Open topics for student theses

We currently offer the following topics for student theses.

The topics mentioned can still be adapted to your interests/preferences if necessary. Also, if you have your own ideas for topics, please feel free to contact us at any time.

Master thesis: Variational (Energy) Physics-Informed Neural Networks for 2-D Linear Elasticity
("Variationsbasierte (Energie-) Physik-informierte Neuronale Netze für die 2D-lineare Elastizität")

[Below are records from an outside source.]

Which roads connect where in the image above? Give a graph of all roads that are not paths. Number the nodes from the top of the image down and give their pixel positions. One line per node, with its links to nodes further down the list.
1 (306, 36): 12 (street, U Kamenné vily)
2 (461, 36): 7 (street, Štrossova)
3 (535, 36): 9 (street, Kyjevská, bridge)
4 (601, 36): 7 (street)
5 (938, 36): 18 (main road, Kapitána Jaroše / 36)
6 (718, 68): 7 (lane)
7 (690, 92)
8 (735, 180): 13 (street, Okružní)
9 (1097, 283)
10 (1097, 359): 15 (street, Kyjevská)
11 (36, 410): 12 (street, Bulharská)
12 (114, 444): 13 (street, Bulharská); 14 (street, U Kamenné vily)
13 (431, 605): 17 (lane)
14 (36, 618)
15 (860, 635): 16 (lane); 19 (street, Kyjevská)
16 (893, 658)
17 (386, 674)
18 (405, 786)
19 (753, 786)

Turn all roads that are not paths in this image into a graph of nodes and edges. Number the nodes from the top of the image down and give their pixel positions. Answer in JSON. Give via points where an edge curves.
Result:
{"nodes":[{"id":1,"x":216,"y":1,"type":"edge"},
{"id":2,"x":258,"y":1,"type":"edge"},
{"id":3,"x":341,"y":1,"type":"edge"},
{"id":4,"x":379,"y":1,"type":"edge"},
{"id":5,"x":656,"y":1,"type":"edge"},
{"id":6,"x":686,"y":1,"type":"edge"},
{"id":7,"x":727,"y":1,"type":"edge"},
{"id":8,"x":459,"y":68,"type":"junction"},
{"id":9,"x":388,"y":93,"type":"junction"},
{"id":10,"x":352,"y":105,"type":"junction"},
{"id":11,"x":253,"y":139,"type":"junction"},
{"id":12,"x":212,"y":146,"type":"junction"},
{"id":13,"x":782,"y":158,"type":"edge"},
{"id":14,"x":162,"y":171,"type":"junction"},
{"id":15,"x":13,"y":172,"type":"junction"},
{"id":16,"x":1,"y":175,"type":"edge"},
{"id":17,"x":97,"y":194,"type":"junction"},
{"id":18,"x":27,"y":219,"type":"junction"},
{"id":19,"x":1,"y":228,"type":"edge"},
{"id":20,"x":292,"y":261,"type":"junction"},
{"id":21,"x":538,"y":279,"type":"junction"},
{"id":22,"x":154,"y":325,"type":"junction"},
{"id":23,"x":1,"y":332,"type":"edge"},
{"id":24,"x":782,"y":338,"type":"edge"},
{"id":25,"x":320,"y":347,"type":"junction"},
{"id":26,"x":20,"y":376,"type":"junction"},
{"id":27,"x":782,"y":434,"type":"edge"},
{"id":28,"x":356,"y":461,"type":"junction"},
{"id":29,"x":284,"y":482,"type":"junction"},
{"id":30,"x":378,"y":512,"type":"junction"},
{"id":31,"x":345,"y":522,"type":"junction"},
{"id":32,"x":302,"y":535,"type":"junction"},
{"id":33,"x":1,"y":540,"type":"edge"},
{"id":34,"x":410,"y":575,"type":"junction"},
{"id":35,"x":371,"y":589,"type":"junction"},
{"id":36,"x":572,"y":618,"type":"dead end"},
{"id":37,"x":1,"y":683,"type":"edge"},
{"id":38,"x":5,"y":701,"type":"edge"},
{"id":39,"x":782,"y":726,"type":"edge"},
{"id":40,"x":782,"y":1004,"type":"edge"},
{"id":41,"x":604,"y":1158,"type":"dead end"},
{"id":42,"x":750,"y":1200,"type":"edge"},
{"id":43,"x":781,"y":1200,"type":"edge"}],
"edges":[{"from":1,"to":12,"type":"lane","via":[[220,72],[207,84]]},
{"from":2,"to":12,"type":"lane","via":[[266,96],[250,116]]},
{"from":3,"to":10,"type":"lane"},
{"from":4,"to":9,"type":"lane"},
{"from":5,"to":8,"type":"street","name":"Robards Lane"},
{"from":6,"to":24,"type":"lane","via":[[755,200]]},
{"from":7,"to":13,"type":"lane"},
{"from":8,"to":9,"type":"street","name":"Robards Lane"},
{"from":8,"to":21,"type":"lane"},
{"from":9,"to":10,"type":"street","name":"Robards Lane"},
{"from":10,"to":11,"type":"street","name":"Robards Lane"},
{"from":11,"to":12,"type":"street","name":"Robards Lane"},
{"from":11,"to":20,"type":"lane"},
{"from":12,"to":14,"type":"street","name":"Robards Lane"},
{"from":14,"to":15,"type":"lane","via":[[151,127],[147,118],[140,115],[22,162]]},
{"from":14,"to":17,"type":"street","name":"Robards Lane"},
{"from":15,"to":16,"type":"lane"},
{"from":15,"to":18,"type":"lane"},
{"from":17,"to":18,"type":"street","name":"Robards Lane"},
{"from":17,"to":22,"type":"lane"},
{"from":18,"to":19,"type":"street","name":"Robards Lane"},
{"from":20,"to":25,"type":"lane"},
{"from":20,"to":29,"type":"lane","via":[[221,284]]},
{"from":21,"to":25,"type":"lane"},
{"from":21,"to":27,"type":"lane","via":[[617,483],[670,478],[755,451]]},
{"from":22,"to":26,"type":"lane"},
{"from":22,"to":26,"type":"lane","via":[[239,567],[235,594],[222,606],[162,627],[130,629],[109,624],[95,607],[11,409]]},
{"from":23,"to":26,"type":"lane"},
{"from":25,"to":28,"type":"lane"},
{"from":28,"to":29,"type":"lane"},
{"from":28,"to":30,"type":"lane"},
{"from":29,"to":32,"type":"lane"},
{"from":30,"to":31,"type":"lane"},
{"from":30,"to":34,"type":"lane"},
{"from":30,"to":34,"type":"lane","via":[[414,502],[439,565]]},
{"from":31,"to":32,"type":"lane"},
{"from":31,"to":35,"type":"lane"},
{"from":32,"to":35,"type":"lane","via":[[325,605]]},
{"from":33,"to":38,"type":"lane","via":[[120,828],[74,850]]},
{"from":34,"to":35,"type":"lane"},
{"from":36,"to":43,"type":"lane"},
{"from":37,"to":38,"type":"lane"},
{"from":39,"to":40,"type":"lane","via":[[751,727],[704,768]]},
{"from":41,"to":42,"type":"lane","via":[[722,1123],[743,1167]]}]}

Physics-informed neural networks (PINNs) are state-of-the-art ML models designed using ANNs that embed physical laws into neural-network training to solve partial differential equations (PDEs). Here, two main categories exist: (i) strong-form PINNs, which penalize pointwise PDE residuals, and (ii) variational (energy) PINNs, which minimize a weak/energy functional via numerical quadrature. While strong-form PINNs are simple to set up, variational PINNs can reduce the required derivative order and often show improved stability for mechanics problems. In this work, a ready-to-use strong-form PINN code for 2-D linear elasticity is provided. The main objective is to design and implement a variational PINN for a 2-D boundary value problem (BVP), and perform a detailed, reproducible comparison against the strong-form baseline and the analytical solution.

[1] T. Rashid: Make your own neural network. CreateSpace Independent Publishing Platform, 2016.
[2] E. Haghighat, M. Raissi, A. Moure, H. Gomez, R. Juanes: A physics-informed deep learning framework for inversion and surrogate modeling in solid mechanics. CMAME 379:113741, 2021.
[3] E. Kharazmi, Z. Zhang, G. E. Karniadakis: Variational Physics-Informed Neural Networks for Solving Partial Differential Equations. arXiv:1912.00873, 2019.

Contact: Dipraj Kadlag, M.Sc.

Master thesis: Comparison of Fracture Modeling Techniques: Discrete Approaches and Phase-Field Simulations ("Vergleich von Bruchmodellierungstechniken: Diskrete Ansätze und Phasen-Feld-Simulationen")

Failure in solids due to fracture is a prominent problem in engineering. Fracture simulation requires in-depth understanding of available discrete fracture models and numerical techniques to solve these complex problems. In addition, it is necessary to solve the problem on a mesh that is fine enough to represent stress singularities, necessitating systematic studies. In this work, discrete fracture theories and related finite element technology are elaborated in detail, and fracture simulations are performed using commercial software (Ansys). Obtained results are then compared with the phase-field fracture model, thus helping in obtaining insights about different fracture modeling techniques.

Contact: Ajay Kumar Pasupuleti, M.Sc.

Master thesis: Phase field fracture modelling using the scaled boundary finite element method ("Schädigungsmodellierung mit der Phasenfeldmethode und SBFEM")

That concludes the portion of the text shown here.